Department of Mathematics and Statistics
University of Maryland Baltimore County
1000 Hilltop Circle, Baltimore, MD 21250
Office: SOND 401
Email: jon4@umbc.edu
Short bio
I am a fourth year PhD student applying my strong background in analysis,
optimization, linear algebra, and mathematical statistics to a serious study of
the mathematics of machine learning and data analysis. I enjoy solving problems
by using a judicious combination of math, computers, and common sense. In
addition to math I am interested in machine learning, econometrics,
bioinformatics, biometrics, and education metrics.
Research Projects
Bird Detection
In summer 2013, I participated in the Kaggle (a Data Science community)
competition which involved
detecting birds
from audio recordings. Interestingly, the audio was captured in a
“Long-Term Experimental Research Forest” in the Cascade mountain
range of Oregon. My simple statistical models (multinomial logistic
regression) and machine learning algorithms (random forests) did not perform
well on the noisy variables that we extracted from the data, but I learned a
lot about setting up a Python + MySQL development environment in Windows and
Linux, and about leading/working with a team of highly competent developers on
a fast-paced deadline-driven research project, and I got to get my hands dirty
writing SQL and playing with Python machine learning packages such as
scikit-learn.
Bovine Lameness Detection
This 2012 research project involved classifying cows as lame or sound by
using 3D time-series data from a scale that cows walk across. Despite the
difficulties of noisy high-dimensional data and misbehaving cows/equipment,
we were able to report success in the Phase I USDA trial as of August 2012.
A critical part of this success was due to my development of an efficient
data handling system and innovative heuristic classification algorithms.
The project was funded by a USDA grant to Dr. Uri Tasch of UMBC's Mechanical
Engineering Department who contracted my time through CIRC.
I presented this research at the 2013
CS&E conference in Boston
Fraud Detection
In summer 2011, I took an internship at the United States Financial
Industry Regulatory Authority (FINRA). My task was to study the suitability of
automated fraud detection techniques, specifically Benford's Law, for use at
FINRA. It turned out that Benford's Law could not be used directly because
the data did not satisfy certain assumptions. However, not to be dismayed, I
developed a novel fraud detection technique based on the spirit of Benford's
Law that was applicable to FINRA data. This technique successfully discovered
many data anomalies that will warrant further investigation.
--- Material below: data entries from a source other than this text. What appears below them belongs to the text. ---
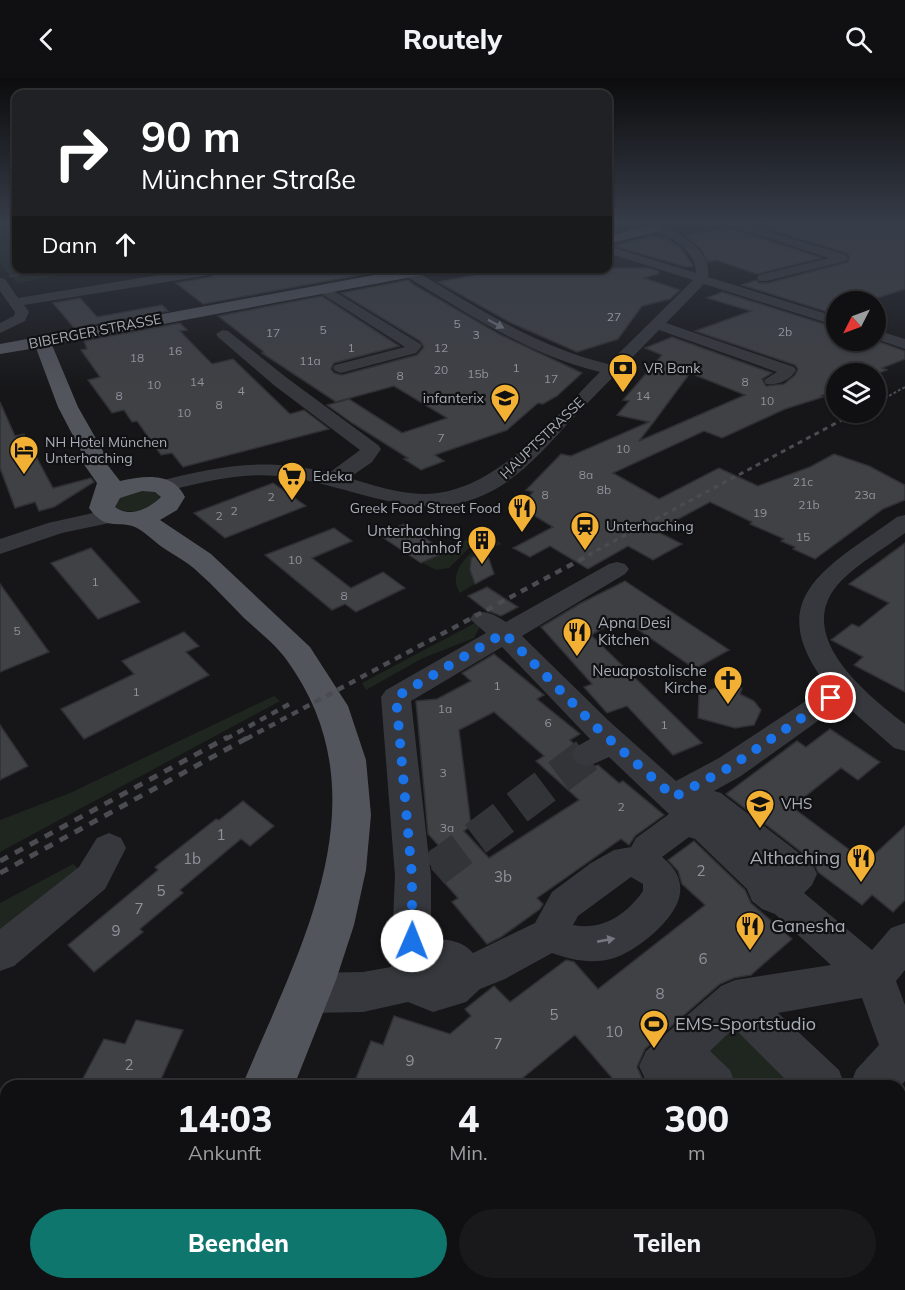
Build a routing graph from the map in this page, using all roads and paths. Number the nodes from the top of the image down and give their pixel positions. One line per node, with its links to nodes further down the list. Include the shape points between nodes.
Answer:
1 (700, 279): 10 (street, HAUPTSTRASSE)
2 (156, 280): 8 (street)
3 (372, 280): 7 (main road, BIBERGER STRASSE)
4 (421, 280): 18 (street, one-way to 18, via 555,354)
5 (702, 280): 9 (street)
6 (0, 282): 8 (street)
7 (324, 288): 14 (main road, BIBERGER STRASSE); 17 (street, via 414,346)
8 (16, 302): 11 (street, via 22,316)
9 (826, 319)
10 (656, 325): 18 (street, HAUPTSTRASSE); 19 (street, via 788,370)
11 (0, 328)
12 (214, 334): 21 (street, via 368,453)
13 (886, 337): 15 (street)
14 (42, 341): 16 (main road, BIBERGER STRASSE); 20 (main road, via 68,408)
15 (905, 344)
16 (0, 349)
17 (341, 368)
18 (613, 369): 21 (street, HAUPTSTRASSE, via 513,469 482,489 450,498 415,501 384,497)
19 (772, 380)
20 (92, 451): 22 (main road, via 126,478); 23 (main road, via 109,483)
21 (332, 482): 22 (street, HAUPTSTRASSE, via 278,470 251,469 225,473)
22 (160, 494): 23 (main road); 23 (main road, via 121,488); 26 (main road, via 169,518 186,536)
23 (114, 509): 25 (street); 26 (main road, via 152,525)
24 (905, 522): 30 (street, via 822,585 811,613 813,639 827,668 850,694)
25 (0, 547)
26 (194, 554): 39 (main road, via 298,653 327,698 348,757 352,830 344,884 328,944)
27 (595, 585): 28 (street)
28 (500, 622): 31 (street, via 599,748); 37 (street, via 396,697 423,873)
29 (831, 698): 31 (street, via 730,767)
30 (905, 740)
31 (708, 824): 33 (street); 38 (street, via 799,874 778,894)
32 (109, 848): 36 (street, via 92,878)
33 (648, 848)
34 (549, 935): 37 (street, via 466,975 452,988 433,992)
35 (905, 941): 38 (street)
36 (0, 953)
37 (410, 973): 39 (street, via 363,992)
38 (874, 977): 40 (street); 41 (street)
39 (309, 993): 42 (main road)
40 (729, 1002): 43 (street, via 670,1058); 44 (street)
41 (904, 1053): 45 (street)
42 (271, 1080)
43 (705, 1080)
44 (816, 1080)
45 (878, 1080)

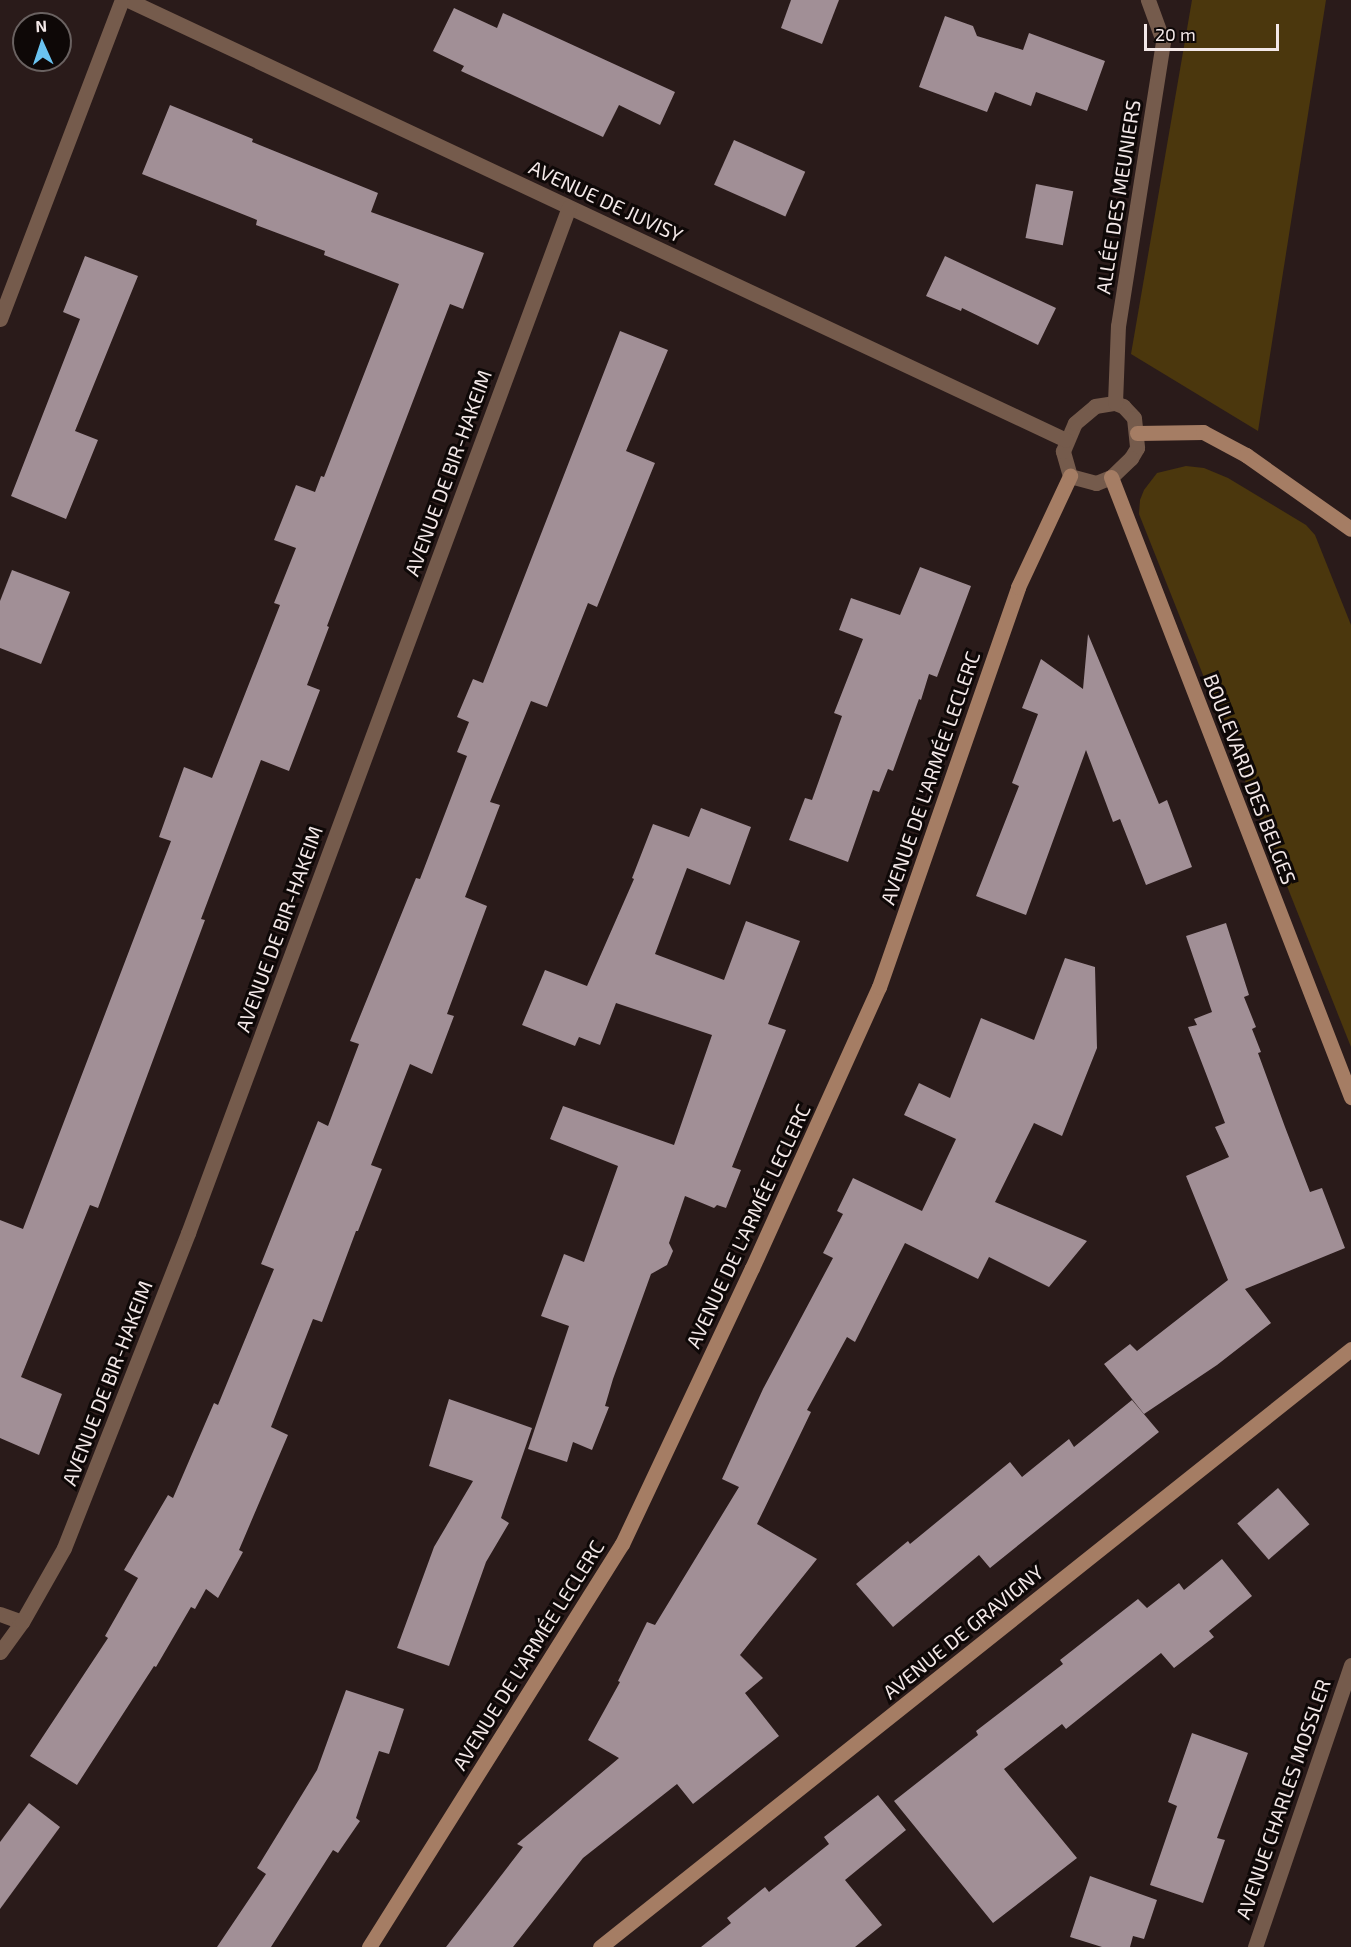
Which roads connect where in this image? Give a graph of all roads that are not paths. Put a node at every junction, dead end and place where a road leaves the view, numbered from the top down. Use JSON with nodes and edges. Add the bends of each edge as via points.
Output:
{"nodes":[{"id":1,"x":122,"y":0,"type":"edge"},
{"id":2,"x":128,"y":0,"type":"edge"},
{"id":3,"x":1148,"y":0,"type":"edge"},
{"id":4,"x":569,"y":207,"type":"junction"},
{"id":5,"x":0,"y":319,"type":"edge"},
{"id":6,"x":1115,"y":403,"type":"junction"},
{"id":7,"x":1137,"y":433,"type":"junction"},
{"id":8,"x":1066,"y":440,"type":"junction"},
{"id":9,"x":1071,"y":476,"type":"junction"},
{"id":10,"x":1111,"y":477,"type":"junction"},
{"id":11,"x":1351,"y":529,"type":"edge"},
{"id":12,"x":1351,"y":1097,"type":"edge"},
{"id":13,"x":1351,"y":1350,"type":"edge"},
{"id":14,"x":0,"y":1614,"type":"edge"},
{"id":15,"x":22,"y":1622,"type":"junction"},
{"id":16,"x":0,"y":1652,"type":"edge"},
{"id":17,"x":1351,"y":1665,"type":"edge"},
{"id":18,"x":369,"y":1947,"type":"edge"},
{"id":19,"x":600,"y":1947,"type":"edge"},
{"id":20,"x":1255,"y":1947,"type":"edge"}],
"edges":[{"from":1,"to":5,"type":"street"},
{"from":2,"to":4,"type":"street","name":"AVENUE DE JUVISY"},
{"from":3,"to":6,"type":"street","name":"ALLÉE DES MEUNIERS","via":[[1163,41],[1118,326]]},
{"from":4,"to":8,"type":"street","name":"AVENUE DE JUVISY"},
{"from":4,"to":15,"type":"street","name":"AVENUE DE BIR-HAKEIM","via":[[188,1233],[64,1548]]},
{"from":6,"to":7,"type":"street","via":[[1129,411]]},
{"from":6,"to":8,"type":"street","via":[[1086,412]]},
{"from":7,"to":10,"type":"street","via":[[1137,448],[1124,468]]},
{"from":7,"to":11,"type":"street","via":[[1203,432],[1246,455]]},
{"from":8,"to":9,"type":"street","via":[[1063,451]]},
{"from":9,"to":10,"type":"street","via":[[1096,483]]},
{"from":9,"to":18,"type":"street","name":"AVENUE DE L'ARMÉE LECLERC","via":[[1018,587],[879,987],[622,1544]]},
{"from":10,"to":12,"type":"street","name":"BOULEVARD DES BELGES"},
{"from":13,"to":19,"type":"street","name":"AVENUE DE GRAVIGNY"},
{"from":14,"to":15,"type":"street"},
{"from":15,"to":16,"type":"street","name":"AVENUE DE BIR-HAKEIM"},
{"from":17,"to":20,"type":"street","name":"AVENUE CHARLES MOSSLER"}]}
Further, I studied Bernie Madoff's $65,000,000,000 Ponzie scheme and compiled
a set of techniques capable of detecting a future fraud of that type. I did
not have access to the IT system containing production data, so some lucky
future researcher will get to apply my techniques to catch bad guys in real
time.
Quotes
“Whereas Computer Science has focused primarily on how to manually program
computers, Machine Learning focuses on the question of how to get computers
to program themselves”
–Tom M. Mitchell, CMU, July 2006
“... Out of such utilitarian concerns will emerge general principles,
including mathematical ones. A typical and generic problem is to describe a
manifold and its inherent and possibly low-dimensional geometry, when it is
presented through noisy data embedded in a high-dimensional space. If we
have had four centuries of physically based and motivated mathematics, it does
not seem a stretch of the imagination to assume that we will have one or more
centuries of mathematics based on the organization of data and the
intelligence to be derived from it, perhaps to be named the mathematics of
knowledge and intelligence. Mathematics and pure mathematicians have a long
tradition of exploring the issues of data, intelligence, noise and meaning.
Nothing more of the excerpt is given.